HOW TO COMPLETE THIS TASK
Your copy must hold every line of the records word for word. It must hold no pictures.

EXERCISE MATERIALS Block Start

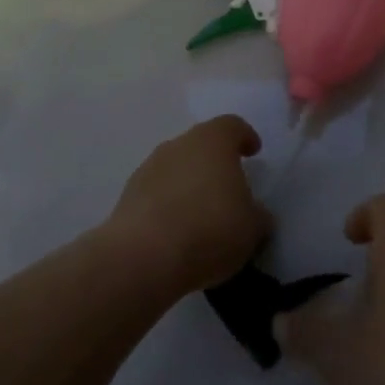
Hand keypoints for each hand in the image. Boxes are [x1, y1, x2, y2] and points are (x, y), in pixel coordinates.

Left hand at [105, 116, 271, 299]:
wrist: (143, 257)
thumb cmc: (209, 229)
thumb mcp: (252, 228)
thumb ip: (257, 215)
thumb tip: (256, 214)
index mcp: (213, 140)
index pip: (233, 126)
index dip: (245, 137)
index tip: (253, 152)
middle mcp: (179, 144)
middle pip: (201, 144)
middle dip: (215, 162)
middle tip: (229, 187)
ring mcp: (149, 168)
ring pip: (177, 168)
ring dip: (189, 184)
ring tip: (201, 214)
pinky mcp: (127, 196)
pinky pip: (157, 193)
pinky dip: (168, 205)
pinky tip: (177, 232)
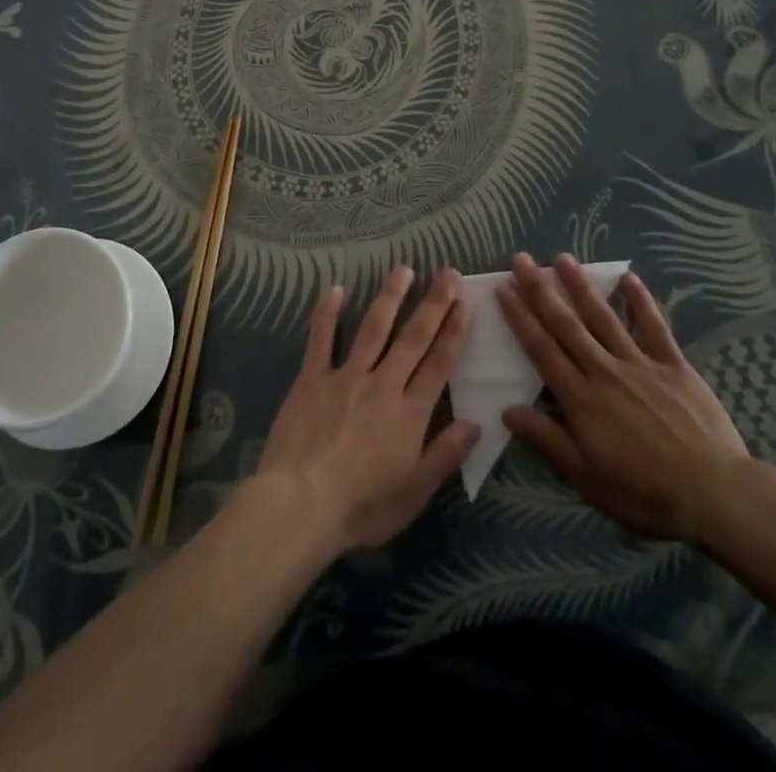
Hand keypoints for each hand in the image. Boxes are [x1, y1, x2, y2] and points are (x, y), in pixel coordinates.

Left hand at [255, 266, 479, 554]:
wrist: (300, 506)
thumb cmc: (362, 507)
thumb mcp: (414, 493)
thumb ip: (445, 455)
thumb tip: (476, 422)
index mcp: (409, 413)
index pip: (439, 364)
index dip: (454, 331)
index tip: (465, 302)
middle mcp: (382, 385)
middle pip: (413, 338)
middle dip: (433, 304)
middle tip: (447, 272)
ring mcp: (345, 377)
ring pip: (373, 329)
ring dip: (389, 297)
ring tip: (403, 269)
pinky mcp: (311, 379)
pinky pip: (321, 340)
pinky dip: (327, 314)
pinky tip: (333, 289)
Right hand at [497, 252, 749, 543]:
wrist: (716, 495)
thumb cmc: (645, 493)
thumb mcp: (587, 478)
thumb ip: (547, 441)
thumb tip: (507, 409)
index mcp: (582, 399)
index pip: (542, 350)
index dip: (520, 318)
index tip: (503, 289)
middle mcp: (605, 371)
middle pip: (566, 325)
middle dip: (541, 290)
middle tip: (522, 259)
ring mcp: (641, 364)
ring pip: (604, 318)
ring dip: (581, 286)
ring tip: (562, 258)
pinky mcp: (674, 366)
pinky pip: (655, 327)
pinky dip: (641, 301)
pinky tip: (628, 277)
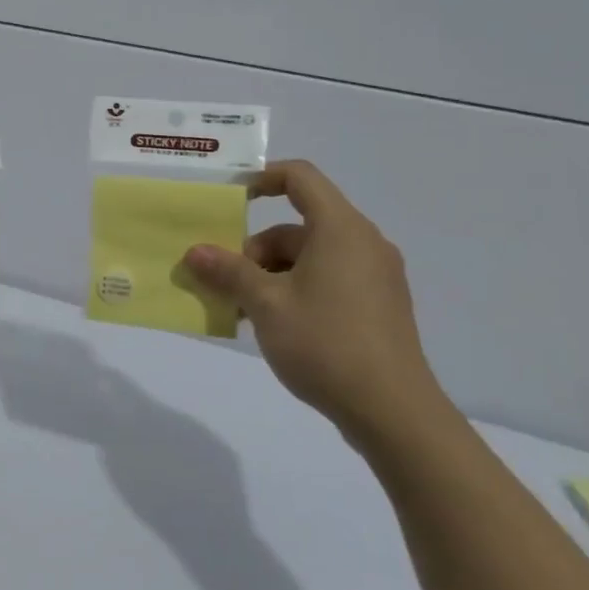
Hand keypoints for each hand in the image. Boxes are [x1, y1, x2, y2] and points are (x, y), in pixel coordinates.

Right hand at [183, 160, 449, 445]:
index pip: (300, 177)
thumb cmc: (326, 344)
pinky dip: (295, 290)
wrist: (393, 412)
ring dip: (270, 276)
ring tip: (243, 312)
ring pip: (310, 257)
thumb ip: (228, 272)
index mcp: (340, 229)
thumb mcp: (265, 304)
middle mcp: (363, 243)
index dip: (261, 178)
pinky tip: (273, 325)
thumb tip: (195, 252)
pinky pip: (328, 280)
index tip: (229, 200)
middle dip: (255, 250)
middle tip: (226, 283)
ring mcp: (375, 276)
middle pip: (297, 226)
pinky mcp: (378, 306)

EXERCISE MATERIALS Block End

ANSWER SPACE
Hand keypoints for each hand in the image. Boxes are [x1, y1, x2, y2] and points are (x, y), in pixel coordinates.

Left hand at [105, 116, 271, 299]:
wrist: (143, 257)
thumb cmc: (209, 229)
thumb mcp: (252, 228)
thumb ip: (257, 215)
thumb tip: (256, 214)
index mcp: (213, 140)
index pip: (233, 126)
index dip: (245, 137)
index tip: (253, 152)
middle mcp: (179, 144)
middle pip: (201, 144)
middle dip: (215, 162)
middle tip: (229, 187)
ring mcp: (149, 168)
ring pip: (177, 168)
ring dip: (189, 184)
ring tip: (201, 214)
pinky mcp: (127, 196)
pinky pip: (157, 193)
pinky dip: (168, 205)
pinky tip: (177, 232)
Hand keypoints for each hand in the image. Boxes are [x1, y1, x2, y2] and points are (x, y), in pixel coordinates.

Left hand at [255, 266, 479, 554]:
wrist: (300, 506)
thumb cmc: (362, 507)
thumb mcp: (414, 493)
thumb ip: (445, 455)
thumb tip: (476, 422)
index mcp: (409, 413)
index pip: (439, 364)
index dip: (454, 331)
index tip: (465, 302)
middle mcp: (382, 385)
middle pip: (413, 338)
middle dip: (433, 304)
middle tip: (447, 272)
ring mcp: (345, 377)
ring pip: (373, 329)
ring dip: (389, 297)
ring tip: (403, 269)
pinky mcp: (311, 379)
pinky pip: (321, 340)
pinky dip: (327, 314)
pinky tip: (333, 289)
Right hand at [497, 252, 749, 543]:
wrist: (716, 495)
thumb cmc: (645, 493)
thumb mcp: (587, 478)
thumb ip: (547, 441)
thumb tip: (507, 409)
index mcp: (582, 399)
index pip: (542, 350)
index dip: (520, 318)
index tip: (503, 289)
middle mcp: (605, 371)
middle pip: (566, 325)
middle dip: (541, 290)
middle tip: (522, 259)
ring mcp: (641, 364)
ring pip: (604, 318)
ring dip: (581, 286)
ring tip: (562, 258)
pinky mcp: (674, 366)
pinky pip: (655, 327)
pinky dip: (641, 301)
pinky tip: (628, 277)
Hand keypoints for each hand in the image. Boxes are [x1, y1, x2, y2] and points are (x, y), in pixel coordinates.

Right hand at [183, 160, 449, 445]:
index pip: (300, 177)
thumb cmc: (326, 344)
pinky dip: (295, 290)
wrist: (393, 412)
ring dip: (270, 276)
ring tip: (243, 312)
ring pip: (310, 257)
thumb ip: (228, 272)
index mcp: (340, 229)
thumb mcp: (265, 304)
middle mcp: (363, 243)
index dip: (261, 178)
pinky tip: (273, 325)
thumb tip: (195, 252)
pinky pip: (328, 280)
index tip: (229, 200)
middle dip: (255, 250)
middle tip: (226, 283)
ring mcp: (375, 276)
middle pip: (297, 226)
pinky mcp: (378, 306)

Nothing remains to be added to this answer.